> **BRIEF**: Look through the listing below and report every line that contains "index".

====

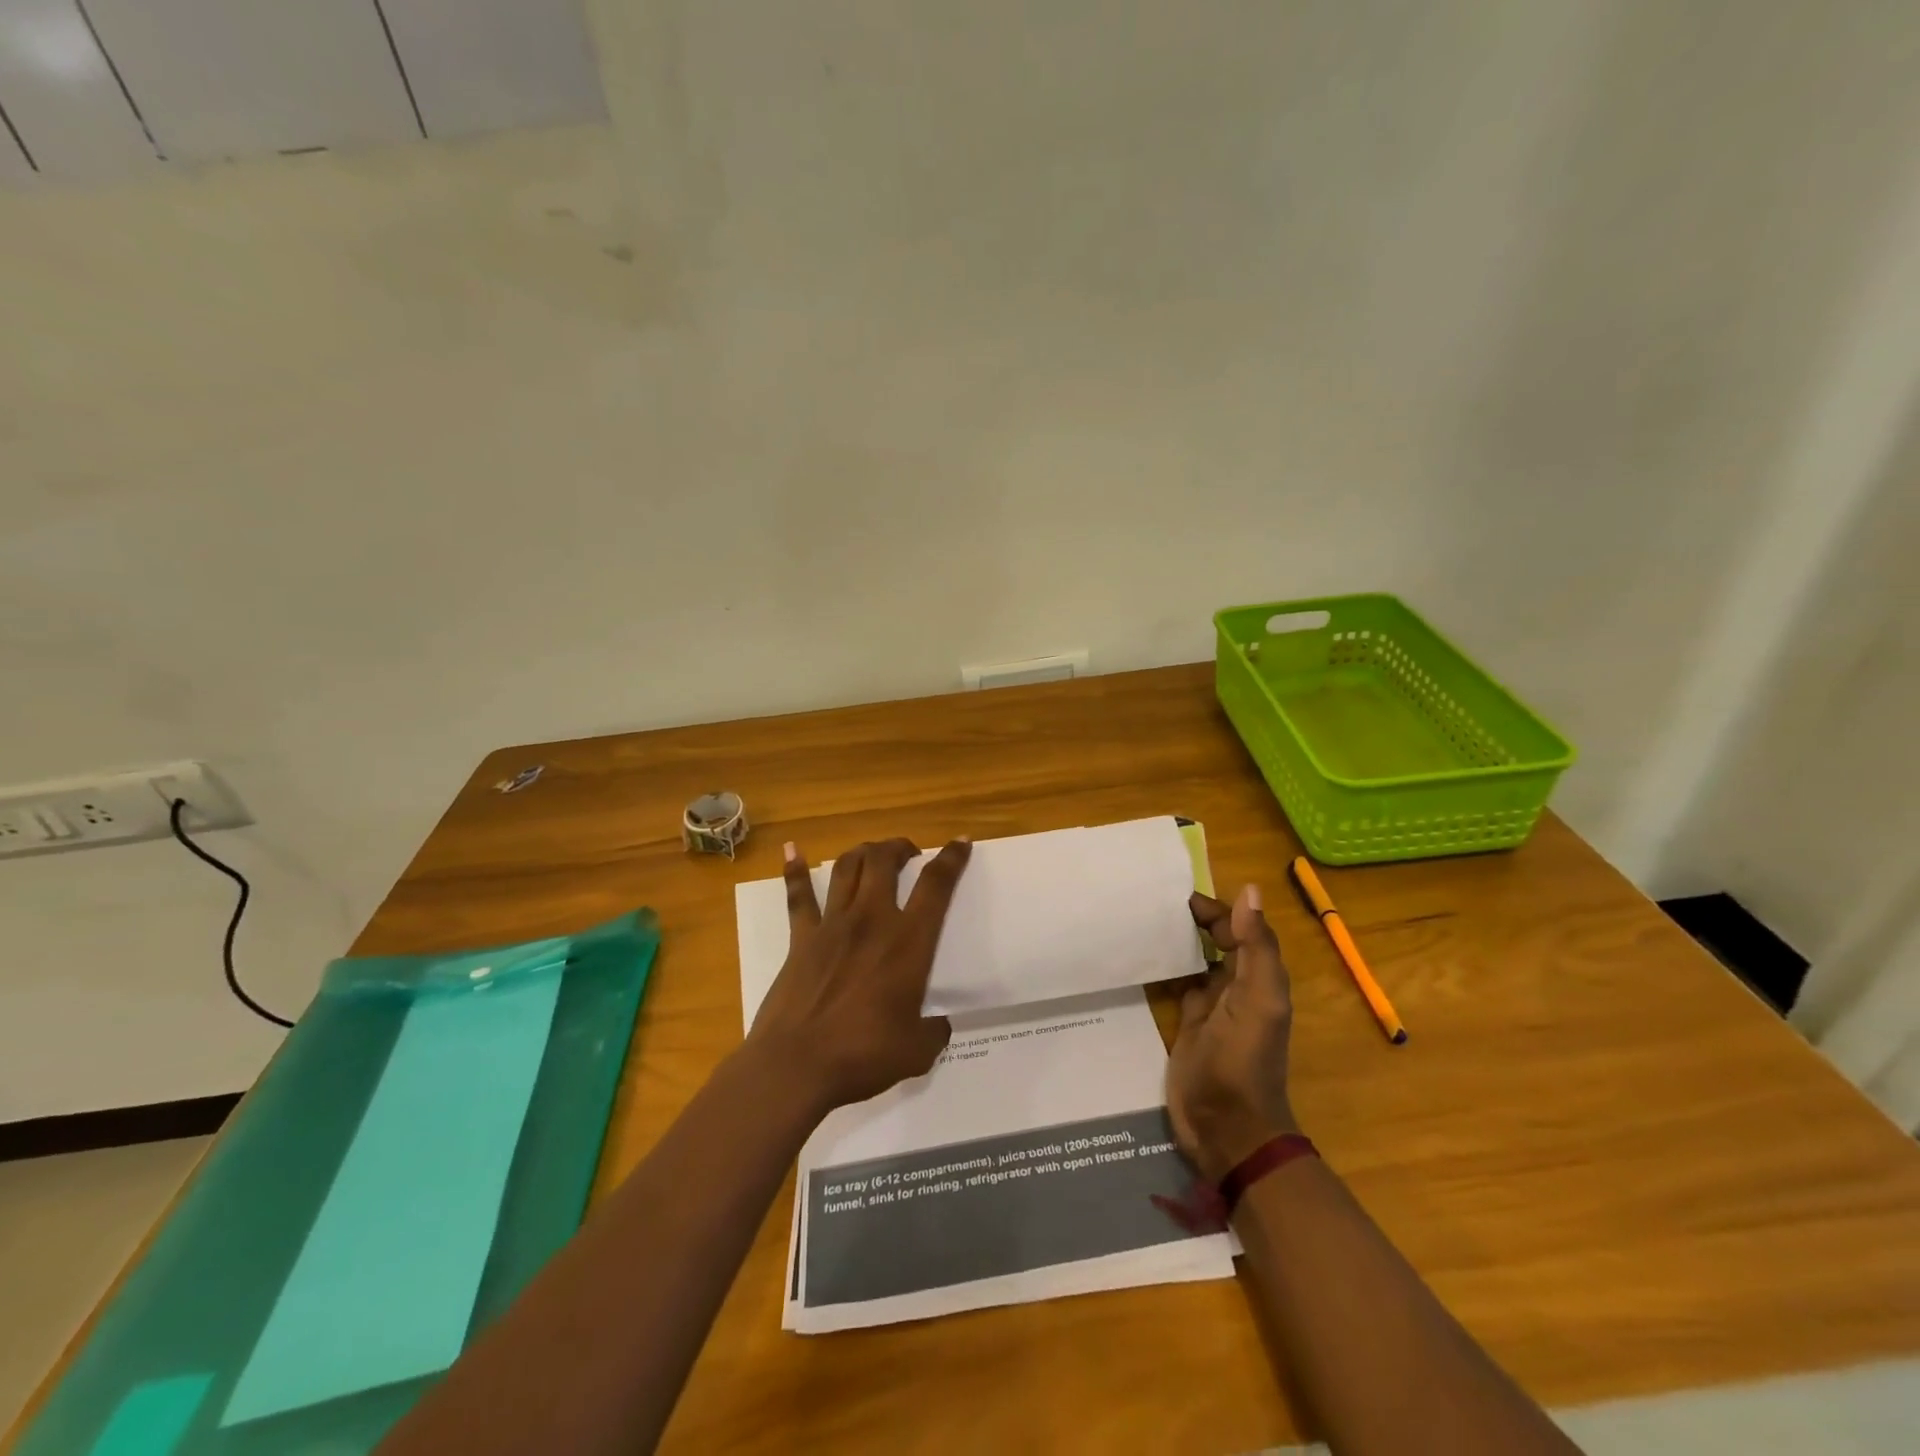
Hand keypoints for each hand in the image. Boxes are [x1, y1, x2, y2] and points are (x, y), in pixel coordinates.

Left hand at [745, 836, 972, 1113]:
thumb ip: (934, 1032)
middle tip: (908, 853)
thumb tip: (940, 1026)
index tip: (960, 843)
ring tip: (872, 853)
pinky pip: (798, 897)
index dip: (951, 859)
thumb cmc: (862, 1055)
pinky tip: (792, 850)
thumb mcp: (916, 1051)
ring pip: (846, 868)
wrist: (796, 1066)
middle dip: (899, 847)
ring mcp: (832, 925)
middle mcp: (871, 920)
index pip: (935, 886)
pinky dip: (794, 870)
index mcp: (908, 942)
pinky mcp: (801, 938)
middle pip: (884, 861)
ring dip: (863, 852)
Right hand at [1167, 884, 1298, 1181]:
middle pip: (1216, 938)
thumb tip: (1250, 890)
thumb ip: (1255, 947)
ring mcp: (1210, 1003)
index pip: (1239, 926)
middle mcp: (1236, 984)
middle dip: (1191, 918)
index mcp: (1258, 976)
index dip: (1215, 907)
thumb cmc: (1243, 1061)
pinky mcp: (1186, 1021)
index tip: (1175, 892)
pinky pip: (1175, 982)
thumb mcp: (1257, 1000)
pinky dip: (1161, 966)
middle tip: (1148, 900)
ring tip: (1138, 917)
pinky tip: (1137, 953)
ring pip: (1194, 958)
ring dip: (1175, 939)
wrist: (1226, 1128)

====

> **YOUR RESPONSE**:
index tip: (960, 843)
index dip: (951, 859)
index pip: (935, 886)
index mcp: (908, 942)
index pip: (1239, 926)
index mcp: (1258, 976)
index dip: (1215, 907)
index tip: (1175, 892)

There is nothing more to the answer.